YOUR INSTRUCTIONS
Lines from the beginning of the data through the line containing "0 #8e877d) drop-shadow(-2px" are to be copied exactly, with no other line included.
START INPUT RECORDS
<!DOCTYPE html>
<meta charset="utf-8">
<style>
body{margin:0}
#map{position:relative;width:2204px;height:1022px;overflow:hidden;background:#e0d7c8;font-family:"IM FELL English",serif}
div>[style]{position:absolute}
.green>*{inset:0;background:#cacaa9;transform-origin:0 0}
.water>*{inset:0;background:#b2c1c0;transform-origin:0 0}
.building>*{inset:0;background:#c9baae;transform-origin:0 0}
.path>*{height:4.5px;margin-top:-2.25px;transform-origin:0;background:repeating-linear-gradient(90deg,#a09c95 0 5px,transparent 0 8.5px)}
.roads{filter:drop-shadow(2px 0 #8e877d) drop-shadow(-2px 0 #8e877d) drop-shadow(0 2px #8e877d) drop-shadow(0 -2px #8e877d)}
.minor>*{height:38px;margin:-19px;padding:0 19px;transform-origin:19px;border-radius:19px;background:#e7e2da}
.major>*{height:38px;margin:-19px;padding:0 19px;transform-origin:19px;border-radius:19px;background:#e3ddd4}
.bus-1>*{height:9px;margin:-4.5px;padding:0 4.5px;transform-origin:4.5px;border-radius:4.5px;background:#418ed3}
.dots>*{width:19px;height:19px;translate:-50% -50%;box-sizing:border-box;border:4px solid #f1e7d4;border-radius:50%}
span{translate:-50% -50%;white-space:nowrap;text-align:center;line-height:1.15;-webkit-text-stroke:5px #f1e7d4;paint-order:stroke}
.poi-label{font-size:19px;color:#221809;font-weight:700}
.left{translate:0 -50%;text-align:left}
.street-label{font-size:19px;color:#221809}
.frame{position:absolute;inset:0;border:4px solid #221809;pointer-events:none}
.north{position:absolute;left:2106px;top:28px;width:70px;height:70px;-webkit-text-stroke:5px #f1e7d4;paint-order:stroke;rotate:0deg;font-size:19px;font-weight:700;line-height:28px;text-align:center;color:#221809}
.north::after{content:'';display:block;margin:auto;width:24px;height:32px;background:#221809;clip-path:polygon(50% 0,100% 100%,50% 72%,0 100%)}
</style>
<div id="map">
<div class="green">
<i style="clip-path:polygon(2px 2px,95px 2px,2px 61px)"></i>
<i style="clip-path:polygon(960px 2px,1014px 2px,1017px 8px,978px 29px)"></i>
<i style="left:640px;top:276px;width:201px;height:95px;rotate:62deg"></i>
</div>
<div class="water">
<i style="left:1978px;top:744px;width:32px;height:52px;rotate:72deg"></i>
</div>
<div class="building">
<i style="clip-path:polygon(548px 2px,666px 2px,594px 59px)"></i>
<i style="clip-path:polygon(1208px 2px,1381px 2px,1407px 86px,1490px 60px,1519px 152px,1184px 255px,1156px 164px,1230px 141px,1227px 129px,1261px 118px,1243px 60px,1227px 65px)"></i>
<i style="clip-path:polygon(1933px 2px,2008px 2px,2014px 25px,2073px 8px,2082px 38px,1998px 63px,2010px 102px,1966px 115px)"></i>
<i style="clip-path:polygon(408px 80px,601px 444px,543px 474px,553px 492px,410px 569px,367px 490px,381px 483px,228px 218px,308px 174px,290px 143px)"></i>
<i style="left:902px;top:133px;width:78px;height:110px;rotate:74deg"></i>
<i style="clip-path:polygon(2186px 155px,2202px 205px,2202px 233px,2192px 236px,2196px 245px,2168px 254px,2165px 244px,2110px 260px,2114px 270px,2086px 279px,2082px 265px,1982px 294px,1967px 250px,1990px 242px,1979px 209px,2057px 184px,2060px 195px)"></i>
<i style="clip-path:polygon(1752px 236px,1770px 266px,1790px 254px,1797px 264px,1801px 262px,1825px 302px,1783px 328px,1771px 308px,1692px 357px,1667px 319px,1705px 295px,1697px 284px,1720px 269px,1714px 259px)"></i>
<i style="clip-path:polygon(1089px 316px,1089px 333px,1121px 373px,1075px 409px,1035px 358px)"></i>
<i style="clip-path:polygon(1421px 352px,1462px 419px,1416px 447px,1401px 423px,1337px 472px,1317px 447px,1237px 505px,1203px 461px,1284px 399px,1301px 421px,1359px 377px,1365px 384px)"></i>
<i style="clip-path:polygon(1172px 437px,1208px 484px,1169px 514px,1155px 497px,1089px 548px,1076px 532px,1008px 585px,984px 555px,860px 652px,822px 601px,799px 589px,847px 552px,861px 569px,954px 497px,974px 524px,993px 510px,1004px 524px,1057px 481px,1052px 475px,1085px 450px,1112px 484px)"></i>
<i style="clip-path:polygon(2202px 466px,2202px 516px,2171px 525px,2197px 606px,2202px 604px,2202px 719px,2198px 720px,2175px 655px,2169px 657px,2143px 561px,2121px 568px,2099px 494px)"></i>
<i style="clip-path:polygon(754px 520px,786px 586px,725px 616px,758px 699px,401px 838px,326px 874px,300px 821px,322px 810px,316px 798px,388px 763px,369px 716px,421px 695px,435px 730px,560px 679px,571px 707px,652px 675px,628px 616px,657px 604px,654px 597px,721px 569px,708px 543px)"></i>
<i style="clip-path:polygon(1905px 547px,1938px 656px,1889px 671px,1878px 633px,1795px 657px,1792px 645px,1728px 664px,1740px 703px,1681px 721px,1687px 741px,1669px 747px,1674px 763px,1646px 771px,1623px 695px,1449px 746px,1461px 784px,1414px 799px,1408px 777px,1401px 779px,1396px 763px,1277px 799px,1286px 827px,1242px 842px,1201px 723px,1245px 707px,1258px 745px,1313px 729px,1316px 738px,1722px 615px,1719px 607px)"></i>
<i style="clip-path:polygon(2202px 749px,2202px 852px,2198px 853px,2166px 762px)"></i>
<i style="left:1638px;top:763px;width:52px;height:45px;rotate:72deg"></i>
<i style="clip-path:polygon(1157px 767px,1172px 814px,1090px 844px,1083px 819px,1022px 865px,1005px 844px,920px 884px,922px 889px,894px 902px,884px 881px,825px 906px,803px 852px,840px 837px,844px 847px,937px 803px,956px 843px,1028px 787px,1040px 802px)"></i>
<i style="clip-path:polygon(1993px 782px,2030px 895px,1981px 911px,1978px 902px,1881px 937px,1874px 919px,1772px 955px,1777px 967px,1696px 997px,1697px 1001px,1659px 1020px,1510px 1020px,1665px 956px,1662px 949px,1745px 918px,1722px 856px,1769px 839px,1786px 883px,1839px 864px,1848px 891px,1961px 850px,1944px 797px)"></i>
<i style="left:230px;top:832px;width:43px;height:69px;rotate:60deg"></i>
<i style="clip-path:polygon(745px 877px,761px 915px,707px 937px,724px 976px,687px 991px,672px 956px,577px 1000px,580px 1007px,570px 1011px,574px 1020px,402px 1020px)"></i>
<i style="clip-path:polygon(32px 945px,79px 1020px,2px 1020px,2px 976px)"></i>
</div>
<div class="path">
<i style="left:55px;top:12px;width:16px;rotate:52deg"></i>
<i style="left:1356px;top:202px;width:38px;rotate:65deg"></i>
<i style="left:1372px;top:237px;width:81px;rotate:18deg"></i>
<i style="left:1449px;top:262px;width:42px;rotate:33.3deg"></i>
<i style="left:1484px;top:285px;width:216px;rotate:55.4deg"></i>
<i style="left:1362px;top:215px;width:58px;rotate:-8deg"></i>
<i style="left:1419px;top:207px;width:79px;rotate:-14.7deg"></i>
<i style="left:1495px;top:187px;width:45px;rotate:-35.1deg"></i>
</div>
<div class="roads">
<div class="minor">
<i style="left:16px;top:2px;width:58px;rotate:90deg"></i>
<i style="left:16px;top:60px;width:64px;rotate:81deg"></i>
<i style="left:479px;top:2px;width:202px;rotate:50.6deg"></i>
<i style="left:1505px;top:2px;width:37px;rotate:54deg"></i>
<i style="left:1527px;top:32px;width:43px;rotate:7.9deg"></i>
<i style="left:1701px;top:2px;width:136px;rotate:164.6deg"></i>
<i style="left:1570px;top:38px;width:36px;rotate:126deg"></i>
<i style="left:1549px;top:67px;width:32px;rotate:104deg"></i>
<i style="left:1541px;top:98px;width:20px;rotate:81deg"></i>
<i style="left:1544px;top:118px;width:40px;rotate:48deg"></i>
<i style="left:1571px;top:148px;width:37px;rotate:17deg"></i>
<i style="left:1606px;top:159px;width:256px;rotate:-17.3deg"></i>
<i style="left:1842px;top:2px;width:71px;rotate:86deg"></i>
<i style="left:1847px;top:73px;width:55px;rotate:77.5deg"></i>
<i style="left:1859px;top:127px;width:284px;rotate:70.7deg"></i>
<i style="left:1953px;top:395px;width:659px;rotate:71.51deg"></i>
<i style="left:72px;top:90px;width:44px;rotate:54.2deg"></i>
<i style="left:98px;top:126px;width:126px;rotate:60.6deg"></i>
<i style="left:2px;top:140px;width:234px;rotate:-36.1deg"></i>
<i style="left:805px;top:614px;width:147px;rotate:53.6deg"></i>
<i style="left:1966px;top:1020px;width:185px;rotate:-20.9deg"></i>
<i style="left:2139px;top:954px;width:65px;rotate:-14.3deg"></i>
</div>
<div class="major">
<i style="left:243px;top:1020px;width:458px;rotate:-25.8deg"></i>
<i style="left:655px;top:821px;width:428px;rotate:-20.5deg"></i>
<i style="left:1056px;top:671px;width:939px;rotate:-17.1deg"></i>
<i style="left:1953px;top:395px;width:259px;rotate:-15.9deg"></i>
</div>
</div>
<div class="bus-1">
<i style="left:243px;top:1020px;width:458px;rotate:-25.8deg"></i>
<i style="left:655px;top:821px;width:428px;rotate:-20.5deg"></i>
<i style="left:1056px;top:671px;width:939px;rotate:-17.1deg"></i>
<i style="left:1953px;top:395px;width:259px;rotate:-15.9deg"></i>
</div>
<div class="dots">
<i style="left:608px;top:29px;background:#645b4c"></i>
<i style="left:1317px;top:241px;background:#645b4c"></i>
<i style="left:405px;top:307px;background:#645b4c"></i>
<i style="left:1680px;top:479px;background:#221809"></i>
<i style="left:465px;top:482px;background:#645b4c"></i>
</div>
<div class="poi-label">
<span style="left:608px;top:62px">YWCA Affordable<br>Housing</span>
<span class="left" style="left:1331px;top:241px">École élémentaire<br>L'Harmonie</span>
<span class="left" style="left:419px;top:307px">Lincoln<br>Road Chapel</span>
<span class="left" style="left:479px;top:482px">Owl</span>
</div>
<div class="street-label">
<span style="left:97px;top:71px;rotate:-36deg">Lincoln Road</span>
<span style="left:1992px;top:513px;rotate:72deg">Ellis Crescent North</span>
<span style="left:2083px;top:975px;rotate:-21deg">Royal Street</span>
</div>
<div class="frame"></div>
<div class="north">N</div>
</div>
END INPUT RECORDS
RESULT OF THIS EXERCISE
<!DOCTYPE html>
<meta charset="utf-8">
<style>
body{margin:0}
#map{position:relative;width:2204px;height:1022px;overflow:hidden;background:#e0d7c8;font-family:"IM FELL English",serif}
div>[style]{position:absolute}
.green>*{inset:0;background:#cacaa9;transform-origin:0 0}
.water>*{inset:0;background:#b2c1c0;transform-origin:0 0}
.building>*{inset:0;background:#c9baae;transform-origin:0 0}
.path>*{height:4.5px;margin-top:-2.25px;transform-origin:0;background:repeating-linear-gradient(90deg,#a09c95 0 5px,transparent 0 8.5px)}
.roads{filter:drop-shadow(2px 0 #8e877d) drop-shadow(-2px 0 #8e877d) drop-shadow(0 2px #8e877d) drop-shadow(0 -2px #8e877d)}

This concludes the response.